Question

The tops of two poles are of height 20 m and 14 m are connected by a wire. If the wire makes an angle 30° with the horizontal, then the length of the wire is

• A. 11 m
• B. 12 m
• C. 13 m
• D. 10 m

Answer 1

The Correct Option is B

To solve the problem, we need to find the length of the wire connecting the tops of two poles with different heights, where the wire makes an angle of $30^\circ$ with the horizontal.

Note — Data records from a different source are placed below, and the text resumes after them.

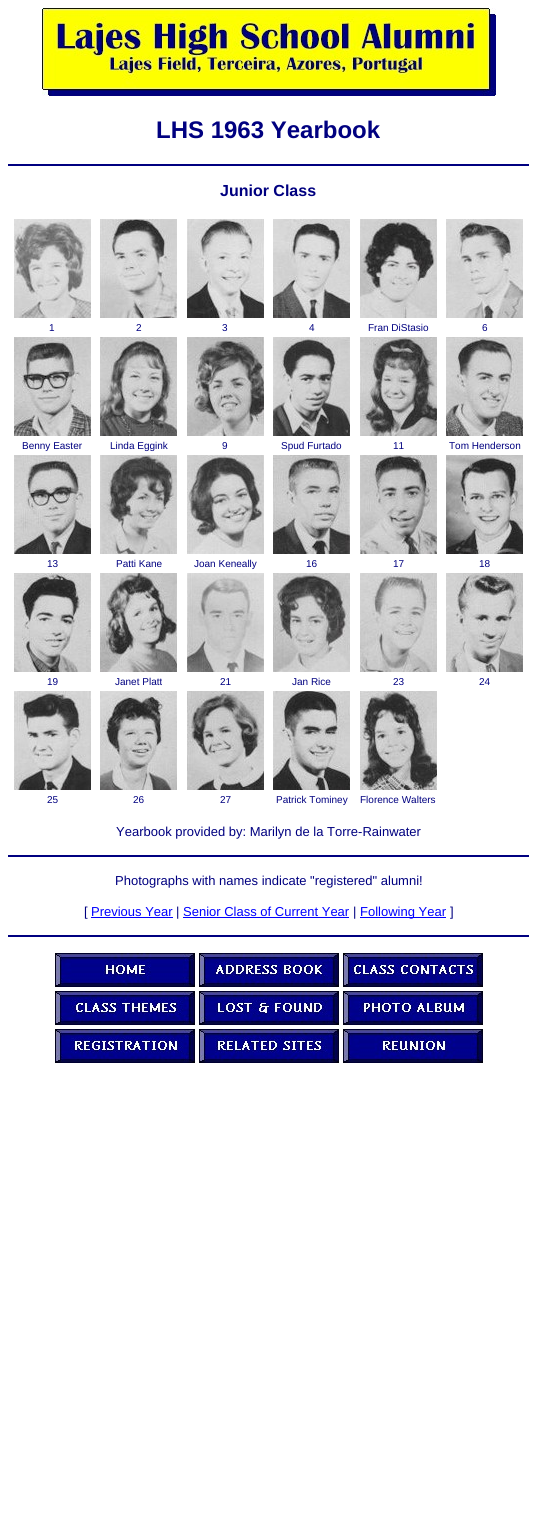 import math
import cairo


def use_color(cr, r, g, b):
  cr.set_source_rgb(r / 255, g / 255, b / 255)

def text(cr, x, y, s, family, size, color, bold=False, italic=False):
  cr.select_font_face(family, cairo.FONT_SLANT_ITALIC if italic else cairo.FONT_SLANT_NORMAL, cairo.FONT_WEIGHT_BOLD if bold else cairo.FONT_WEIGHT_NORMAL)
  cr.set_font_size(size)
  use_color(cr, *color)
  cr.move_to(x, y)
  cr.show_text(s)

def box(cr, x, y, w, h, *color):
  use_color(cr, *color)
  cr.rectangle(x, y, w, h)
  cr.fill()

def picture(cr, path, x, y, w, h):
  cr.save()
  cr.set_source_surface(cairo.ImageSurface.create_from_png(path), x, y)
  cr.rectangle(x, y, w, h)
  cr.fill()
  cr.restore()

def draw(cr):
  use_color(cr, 255, 255, 255)
  cr.paint()
  picture(cr, "img_01.png", 42, 8, 454, 88)
  box(cr, 8, 164, 521, 2, 0, 0, 128)
  picture(cr, "img_02.png", 14, 219, 77, 99)
  picture(cr, "img_03.png", 100, 219, 77, 99)
  picture(cr, "img_04.png", 187, 219, 77, 99)
  picture(cr, "img_05.png", 273, 219, 77, 99)
  picture(cr, "img_06.png", 360, 219, 77, 99)
  picture(cr, "img_07.png", 446, 219, 77, 99)
  picture(cr, "img_08.png", 14, 337, 77, 99)
  picture(cr, "img_09.png", 100, 337, 77, 99)
  picture(cr, "img_10.png", 187, 337, 77, 99)
  picture(cr, "img_11.png", 273, 337, 77, 99)
  picture(cr, "img_12.png", 360, 337, 77, 99)
  picture(cr, "img_13.png", 446, 337, 77, 99)
  picture(cr, "img_14.png", 14, 455, 77, 99)
  picture(cr, "img_15.png", 100, 455, 77, 99)
  picture(cr, "img_16.png", 187, 455, 77, 99)
  picture(cr, "img_17.png", 273, 455, 77, 99)
  picture(cr, "img_18.png", 360, 455, 77, 99)
  picture(cr, "img_19.png", 446, 455, 77, 99)
  picture(cr, "img_20.png", 14, 573, 77, 99)
  picture(cr, "img_21.png", 100, 573, 77, 99)
  picture(cr, "img_22.png", 187, 573, 77, 99)
  picture(cr, "img_23.png", 273, 573, 77, 99)
  picture(cr, "img_24.png", 360, 573, 77, 99)
  picture(cr, "img_25.png", 446, 573, 77, 99)
  picture(cr, "img_26.png", 14, 691, 77, 99)
  picture(cr, "img_27.png", 100, 691, 77, 99)
  picture(cr, "img_28.png", 187, 691, 77, 99)
  picture(cr, "img_29.png", 273, 691, 77, 99)
  picture(cr, "img_30.png", 360, 691, 77, 99)
  box(cr, 8, 855, 521, 2, 0, 0, 128)
  box(cr, 91, 917, 82, 1, 0, 0, 255)
  box(cr, 183, 917, 166, 1, 0, 0, 255)
  box(cr, 360, 917, 86, 1, 0, 0, 255)
  box(cr, 8, 935, 521, 2, 0, 0, 128)
  picture(cr, "img_31.png", 55, 953, 140, 34)
  picture(cr, "img_32.png", 199, 953, 140, 34)
  picture(cr, "img_33.png", 343, 953, 140, 34)
  picture(cr, "img_34.png", 55, 991, 140, 34)
  picture(cr, "img_35.png", 199, 991, 140, 34)
  picture(cr, "img_36.png", 343, 991, 140, 34)
  picture(cr, "img_37.png", 55, 1029, 140, 34)
  picture(cr, "img_38.png", 199, 1029, 140, 34)
  picture(cr, "img_39.png", 343, 1029, 140, 34)
  text(cr, 156, 138, "LHS 1963 Yearbook", "Liberation Sans", 24, (0, 0, 128), bold=True)
  text(cr, 220, 196, "Junior Class", "Liberation Sans", 16, (0, 0, 128), bold=True)
  text(cr, 49, 331, "1", "Liberation Sans", 10, (0, 0, 128))
  text(cr, 136, 331, "2", "Liberation Sans", 10, (0, 0, 128))
  text(cr, 222, 331, "3", "Liberation Sans", 10, (0, 0, 128))
  text(cr, 309, 331, "4", "Liberation Sans", 10, (0, 0, 128))
  text(cr, 368, 331, "Fran DiStasio", "Liberation Sans", 10, (0, 0, 128))
  text(cr, 482, 331, "6", "Liberation Sans", 10, (0, 0, 128))
  text(cr, 22, 449, "Benny Easter", "Liberation Sans", 10, (0, 0, 128))
  text(cr, 110, 449, "Linda Eggink", "Liberation Sans", 10, (0, 0, 128))
  text(cr, 222, 449, "9", "Liberation Sans", 10, (0, 0, 128))
  text(cr, 281, 449, "Spud Furtado", "Liberation Sans", 10, (0, 0, 128))
  text(cr, 393, 449, "11", "Liberation Sans", 10, (0, 0, 128))
  text(cr, 449, 449, "Tom Henderson", "Liberation Sans", 10, (0, 0, 128))
  text(cr, 47, 567, "13", "Liberation Sans", 10, (0, 0, 128))
  text(cr, 116, 567, "Patti Kane", "Liberation Sans", 10, (0, 0, 128))
  text(cr, 194, 567, "Joan Keneally", "Liberation Sans", 10, (0, 0, 128))
  text(cr, 306, 567, "16", "Liberation Sans", 10, (0, 0, 128))
  text(cr, 393, 567, "17", "Liberation Sans", 10, (0, 0, 128))
  text(cr, 479, 567, "18", "Liberation Sans", 10, (0, 0, 128))
  text(cr, 47, 685, "19", "Liberation Sans", 10, (0, 0, 128))
  text(cr, 115, 685, "Janet Platt", "Liberation Sans", 10, (0, 0, 128))
  text(cr, 220, 685, "21", "Liberation Sans", 10, (0, 0, 128))
  text(cr, 292, 685, "Jan Rice", "Liberation Sans", 10, (0, 0, 128))
  text(cr, 393, 685, "23", "Liberation Sans", 10, (0, 0, 128))
  text(cr, 479, 685, "24", "Liberation Sans", 10, (0, 0, 128))
  text(cr, 47, 803, "25", "Liberation Sans", 10, (0, 0, 128))
  text(cr, 133, 803, "26", "Liberation Sans", 10, (0, 0, 128))
  text(cr, 220, 803, "27", "Liberation Sans", 10, (0, 0, 128))
  text(cr, 276, 803, "Patrick Tominey", "Liberation Sans", 10, (0, 0, 128))
  text(cr, 360, 803, "Florence Walters", "Liberation Sans", 10, (0, 0, 128))
  text(cr, 116, 836, "Yearbook provided by: Marilyn de la Torre-Rainwater", "Liberation Sans", 13, (0, 0, 128))
  text(cr, 115, 885, "Photographs with names indicate \"registered\" alumni!", "Liberation Sans", 13, (0, 0, 128))
  text(cr, 84, 916, "[", "Liberation Sans", 13, (0, 0, 128))
  text(cr, 91, 916, "Previous Year", "Liberation Sans", 13, (0, 0, 255))
  text(cr, 176, 916, "|", "Liberation Sans", 13, (0, 0, 128))
  text(cr, 183, 916, "Senior Class of Current Year", "Liberation Sans", 13, (0, 0, 255))
  text(cr, 353, 916, "|", "Liberation Sans", 13, (0, 0, 128))
  text(cr, 360, 916, "Following Year", "Liberation Sans", 13, (0, 0, 255))
  text(cr, 450, 916, "]", "Liberation Sans", 13, (0, 0, 128))


surface = cairo.ImageSurface(cairo.FORMAT_RGB24, 537, 1514)
cr = cairo.Context(surface)
options = cairo.FontOptions()
options.set_hint_metrics(cairo.HINT_METRICS_OFF)
options.set_hint_style(cairo.HINT_STYLE_NONE)
cr.set_font_options(options)
cr.set_miter_limit(4)
draw(cr)
surface.write_to_png("out.png")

1. Understanding the Setup:
- Height of first pole = 20 m
- Height of second pole = 14 m
- Vertical difference between the tops = $20 - 14 = 6$ m
- Angle between the wire and horizontal = $30^\circ$

2. Using Trigonometry (Sine Function):
We model the situation as a right triangle where:
- Opposite side = vertical difference = 6 m
- Hypotenuse = length of the wire (to be found)
- Angle with horizontal = $30^\circ$

Using $ \sin \theta = \frac{\text{Opposite}}{\text{Hypotenuse}} $, we have:

$ \sin 30^\circ = \frac{6}{\text{Length}} $

3. Solving for the Length:

$ \sin 30^\circ = \frac{1}{2} $

So, $ \frac{1}{2} = \frac{6}{\text{Length}} $

$ \text{Length} = 6 \times 2 = 12 $ m

Final Answer:
The length of the wire is $ \mathbf{12 \, \text{m}} $.